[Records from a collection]
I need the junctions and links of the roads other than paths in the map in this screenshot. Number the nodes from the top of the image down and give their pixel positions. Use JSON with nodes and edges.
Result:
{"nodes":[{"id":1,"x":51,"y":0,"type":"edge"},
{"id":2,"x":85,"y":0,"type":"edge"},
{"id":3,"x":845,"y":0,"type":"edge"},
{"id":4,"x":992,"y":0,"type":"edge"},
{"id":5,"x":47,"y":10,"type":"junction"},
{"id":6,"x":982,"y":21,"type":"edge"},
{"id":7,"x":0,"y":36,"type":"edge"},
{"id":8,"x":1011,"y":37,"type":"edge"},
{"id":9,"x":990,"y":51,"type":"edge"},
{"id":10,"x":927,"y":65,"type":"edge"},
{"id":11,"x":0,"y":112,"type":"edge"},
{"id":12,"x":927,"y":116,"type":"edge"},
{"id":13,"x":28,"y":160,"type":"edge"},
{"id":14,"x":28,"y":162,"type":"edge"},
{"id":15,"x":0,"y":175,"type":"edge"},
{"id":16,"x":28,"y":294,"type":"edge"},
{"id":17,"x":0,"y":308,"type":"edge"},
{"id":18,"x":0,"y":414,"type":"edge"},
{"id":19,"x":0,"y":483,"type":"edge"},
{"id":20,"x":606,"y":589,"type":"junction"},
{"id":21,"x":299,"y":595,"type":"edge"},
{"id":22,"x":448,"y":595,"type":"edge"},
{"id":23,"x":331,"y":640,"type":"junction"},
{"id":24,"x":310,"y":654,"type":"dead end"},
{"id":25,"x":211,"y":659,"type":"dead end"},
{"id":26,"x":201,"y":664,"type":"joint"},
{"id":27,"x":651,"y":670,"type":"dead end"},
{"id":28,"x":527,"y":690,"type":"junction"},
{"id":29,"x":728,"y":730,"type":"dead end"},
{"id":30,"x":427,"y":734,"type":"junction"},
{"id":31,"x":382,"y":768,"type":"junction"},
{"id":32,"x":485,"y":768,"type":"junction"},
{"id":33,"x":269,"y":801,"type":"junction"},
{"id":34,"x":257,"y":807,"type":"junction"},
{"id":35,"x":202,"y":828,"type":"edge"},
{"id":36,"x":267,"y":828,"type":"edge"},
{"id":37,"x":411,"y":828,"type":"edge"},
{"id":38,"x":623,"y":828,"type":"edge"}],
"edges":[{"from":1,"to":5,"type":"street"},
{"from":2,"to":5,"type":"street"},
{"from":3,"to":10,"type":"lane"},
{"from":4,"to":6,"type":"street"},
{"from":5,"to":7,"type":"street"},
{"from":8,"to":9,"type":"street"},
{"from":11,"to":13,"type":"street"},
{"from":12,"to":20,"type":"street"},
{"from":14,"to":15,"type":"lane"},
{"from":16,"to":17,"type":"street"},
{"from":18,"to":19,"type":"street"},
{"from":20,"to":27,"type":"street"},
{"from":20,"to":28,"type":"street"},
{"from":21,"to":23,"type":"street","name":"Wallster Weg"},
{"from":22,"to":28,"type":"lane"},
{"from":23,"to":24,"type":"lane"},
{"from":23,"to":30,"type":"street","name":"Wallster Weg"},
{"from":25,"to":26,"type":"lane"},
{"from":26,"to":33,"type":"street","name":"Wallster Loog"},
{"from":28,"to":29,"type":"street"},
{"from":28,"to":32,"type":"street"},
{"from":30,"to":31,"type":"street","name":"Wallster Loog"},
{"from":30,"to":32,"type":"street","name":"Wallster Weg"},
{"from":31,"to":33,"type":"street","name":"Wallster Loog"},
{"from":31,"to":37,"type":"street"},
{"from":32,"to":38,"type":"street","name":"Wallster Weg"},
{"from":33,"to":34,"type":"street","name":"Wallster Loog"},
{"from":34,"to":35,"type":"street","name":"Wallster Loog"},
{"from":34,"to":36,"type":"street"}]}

▸ Exercise aim:
Your task is to collect every line above that contains the word "name".

▸ Output below:
{"from":21,"to":23,"type":"street","name":"Wallster Weg"},
{"from":23,"to":30,"type":"street","name":"Wallster Weg"},
{"from":26,"to":33,"type":"street","name":"Wallster Loog"},
{"from":30,"to":31,"type":"street","name":"Wallster Loog"},
{"from":30,"to":32,"type":"street","name":"Wallster Weg"},
{"from":31,"to":33,"type":"street","name":"Wallster Loog"},
{"from":32,"to":38,"type":"street","name":"Wallster Weg"},
{"from":33,"to":34,"type":"street","name":"Wallster Loog"},
{"from":34,"to":35,"type":"street","name":"Wallster Loog"},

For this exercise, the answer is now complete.